Summer Palace
Consider this story: A ruthless leader comes to power in a non-Western country. Over the years, this leader becomes notorious for killing family members, squashing internal dissent, and diverting money to build extravagant palaces. But the country is militarily weak; it is easily invaded by a coalition of Western forces, leading its humiliated people to regularly demonstrate against Westerners. Later, a new coalition (including American and British forces) invades the country, again with ease, destroying the palaces, occupying the capital, and creating domestic dissent and uprising. Sound familiar? Actually, that story is about Empress Dowager Cixi, ruler of China for nearly fifty years until 1908. Her most opulant palace, destroyed by Western forces after the Boxer Rebellion over a hundred years ago and since restored, was the Summer Palace in Beijing. Pictured above is a bronze dragon in front of the Hall of Benevolence and Longevity, the political center of the palace, where treaties granting concessions to those Western powers were signed.
Winter jasmine in bloom nearby at the Eastern Palace Gate, main entrance to the Summer Palace. I’ve visited a few times now (as shown on another page of this web site), but always in the middle of winter or in very late winter; one of these days, I hope to visit the Summer Palace in summer.
Detail of a crane - a symbol of peace - on a giant bronze vase near the same location. Phoenixes and cranes were important symbols to Cixi; she had them placed in positions of prominance over the traditional dragons symbolizing the emperor, to indicate that her own power overrode that of the emperor. China did have emperors during her time, but the true power was in her hands.

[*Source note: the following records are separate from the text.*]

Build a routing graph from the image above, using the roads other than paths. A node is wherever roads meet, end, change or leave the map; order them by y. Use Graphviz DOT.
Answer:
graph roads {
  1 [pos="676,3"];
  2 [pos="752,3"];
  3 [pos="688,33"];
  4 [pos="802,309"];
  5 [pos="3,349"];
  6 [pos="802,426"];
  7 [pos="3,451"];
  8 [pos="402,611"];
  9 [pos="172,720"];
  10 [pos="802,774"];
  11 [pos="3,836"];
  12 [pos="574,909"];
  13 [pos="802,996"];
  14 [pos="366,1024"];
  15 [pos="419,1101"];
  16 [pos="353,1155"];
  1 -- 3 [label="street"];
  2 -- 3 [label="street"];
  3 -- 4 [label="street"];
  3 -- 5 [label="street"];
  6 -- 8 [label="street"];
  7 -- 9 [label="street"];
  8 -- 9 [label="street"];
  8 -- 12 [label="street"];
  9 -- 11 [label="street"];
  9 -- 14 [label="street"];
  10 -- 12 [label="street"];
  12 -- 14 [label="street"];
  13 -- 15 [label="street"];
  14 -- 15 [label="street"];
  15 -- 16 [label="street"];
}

The Pavilion of Buddhist Fragrance, centerpiece of the Summer Palace. Clear days are very rare in Beijing - a polluted yellow haze normally envelopes the city, in varying degrees of thickness - but a storm cleared the skies for three days, sending me sightseeing for this collection of photographs.

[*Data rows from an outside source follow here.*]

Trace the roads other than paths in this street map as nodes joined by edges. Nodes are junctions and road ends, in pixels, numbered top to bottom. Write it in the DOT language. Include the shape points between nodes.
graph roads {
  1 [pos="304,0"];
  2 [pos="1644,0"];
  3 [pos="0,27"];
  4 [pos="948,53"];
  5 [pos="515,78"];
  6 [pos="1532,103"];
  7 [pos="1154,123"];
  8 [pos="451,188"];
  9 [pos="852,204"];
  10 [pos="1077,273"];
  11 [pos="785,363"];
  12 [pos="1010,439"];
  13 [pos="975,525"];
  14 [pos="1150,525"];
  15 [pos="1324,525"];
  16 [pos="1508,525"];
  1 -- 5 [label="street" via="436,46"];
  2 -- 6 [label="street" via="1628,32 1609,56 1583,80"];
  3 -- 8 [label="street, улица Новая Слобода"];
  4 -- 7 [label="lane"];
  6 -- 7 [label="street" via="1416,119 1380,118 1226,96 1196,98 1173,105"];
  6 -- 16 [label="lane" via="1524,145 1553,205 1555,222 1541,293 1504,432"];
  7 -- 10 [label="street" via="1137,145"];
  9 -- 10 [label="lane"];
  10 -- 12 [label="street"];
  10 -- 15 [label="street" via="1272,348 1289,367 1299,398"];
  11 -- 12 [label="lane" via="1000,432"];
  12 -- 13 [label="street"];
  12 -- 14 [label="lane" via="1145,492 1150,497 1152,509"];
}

The Long Corridor, which stretches half a mile across the front of the Pavilion of Buddhist Fragrance, with paintings on the side beams below the roof.

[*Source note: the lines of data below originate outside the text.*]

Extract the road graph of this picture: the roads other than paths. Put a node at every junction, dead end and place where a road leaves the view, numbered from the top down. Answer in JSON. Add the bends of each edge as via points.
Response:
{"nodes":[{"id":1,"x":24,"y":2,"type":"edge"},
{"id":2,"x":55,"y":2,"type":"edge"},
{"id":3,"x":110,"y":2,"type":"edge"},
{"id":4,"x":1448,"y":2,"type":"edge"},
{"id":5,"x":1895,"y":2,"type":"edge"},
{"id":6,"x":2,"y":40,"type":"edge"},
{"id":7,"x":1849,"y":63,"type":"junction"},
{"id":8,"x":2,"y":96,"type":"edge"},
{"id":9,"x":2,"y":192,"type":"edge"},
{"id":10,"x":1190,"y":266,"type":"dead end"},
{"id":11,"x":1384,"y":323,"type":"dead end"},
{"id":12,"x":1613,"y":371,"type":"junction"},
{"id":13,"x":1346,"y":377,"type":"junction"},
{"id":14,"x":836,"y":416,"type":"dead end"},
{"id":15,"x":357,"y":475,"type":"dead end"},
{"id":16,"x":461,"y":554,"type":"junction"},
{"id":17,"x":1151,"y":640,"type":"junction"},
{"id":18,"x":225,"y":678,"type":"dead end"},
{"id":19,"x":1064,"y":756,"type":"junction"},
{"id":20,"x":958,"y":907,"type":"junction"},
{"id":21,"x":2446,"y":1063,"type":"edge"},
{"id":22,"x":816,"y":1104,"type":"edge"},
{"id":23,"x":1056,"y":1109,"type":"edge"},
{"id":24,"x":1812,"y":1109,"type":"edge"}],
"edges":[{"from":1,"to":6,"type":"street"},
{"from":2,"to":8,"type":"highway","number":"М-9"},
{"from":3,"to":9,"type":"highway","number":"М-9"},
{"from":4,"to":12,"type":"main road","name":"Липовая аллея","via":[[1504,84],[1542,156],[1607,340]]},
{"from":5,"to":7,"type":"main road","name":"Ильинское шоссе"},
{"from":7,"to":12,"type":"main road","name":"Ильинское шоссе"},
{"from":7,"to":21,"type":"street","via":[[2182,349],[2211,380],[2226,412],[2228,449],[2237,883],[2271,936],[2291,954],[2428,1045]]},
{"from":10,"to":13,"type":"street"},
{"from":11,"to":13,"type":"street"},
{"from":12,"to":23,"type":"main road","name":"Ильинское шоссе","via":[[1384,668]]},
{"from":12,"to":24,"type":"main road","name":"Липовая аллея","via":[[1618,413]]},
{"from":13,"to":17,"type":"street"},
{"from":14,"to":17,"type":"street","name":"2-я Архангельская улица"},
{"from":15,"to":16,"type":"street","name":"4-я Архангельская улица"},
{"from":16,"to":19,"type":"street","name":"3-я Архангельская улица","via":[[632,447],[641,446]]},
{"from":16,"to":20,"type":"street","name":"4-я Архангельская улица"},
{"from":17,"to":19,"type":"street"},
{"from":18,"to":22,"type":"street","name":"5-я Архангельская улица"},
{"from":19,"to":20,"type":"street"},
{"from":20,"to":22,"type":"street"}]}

The Long Corridor opens onto four small pavilions along its path, representing the four seasons. This is a detail of roof tiles near the Liujia Pavilion, representing spring.
Row after row after row of paintings inside the Long Corridor. 14,000 paintings grace the side and cross beams, and this shows just one section of perhaps fifty cross beam paintings.
Many paintings within the corridor depict scenes from the famous novels of China, such as this one from “A Dream of Red Mansions.” In this scene, two women composing poetry aloud one moonlit evening see a dark form on the water before them; one throws a stone at it, and a crane, its form revealed, flies off - inspiring another poem from one of the women.
Late winter turns into early spring, and trees begin to blossom around the Summer Palace, in mid-March.
Rooftop of the Cloud Dispelling Hall, down the hill in front of the Pavilion of Buddhist Fragrance. The Summer Palace is not the most popular tourist attraction in Beijing - that honor goes to the Forbidden City, and perhaps even the Temple of Heaven - but it is the most scenic.
Flowering trees along a hillside behind the main structures of the Summer Palace. The grounds of the palace are huge, and I have not yet taken advantage of the many opportunities for photographs away from the main structures; so many more photographs from future visits to the Summer Palace will come.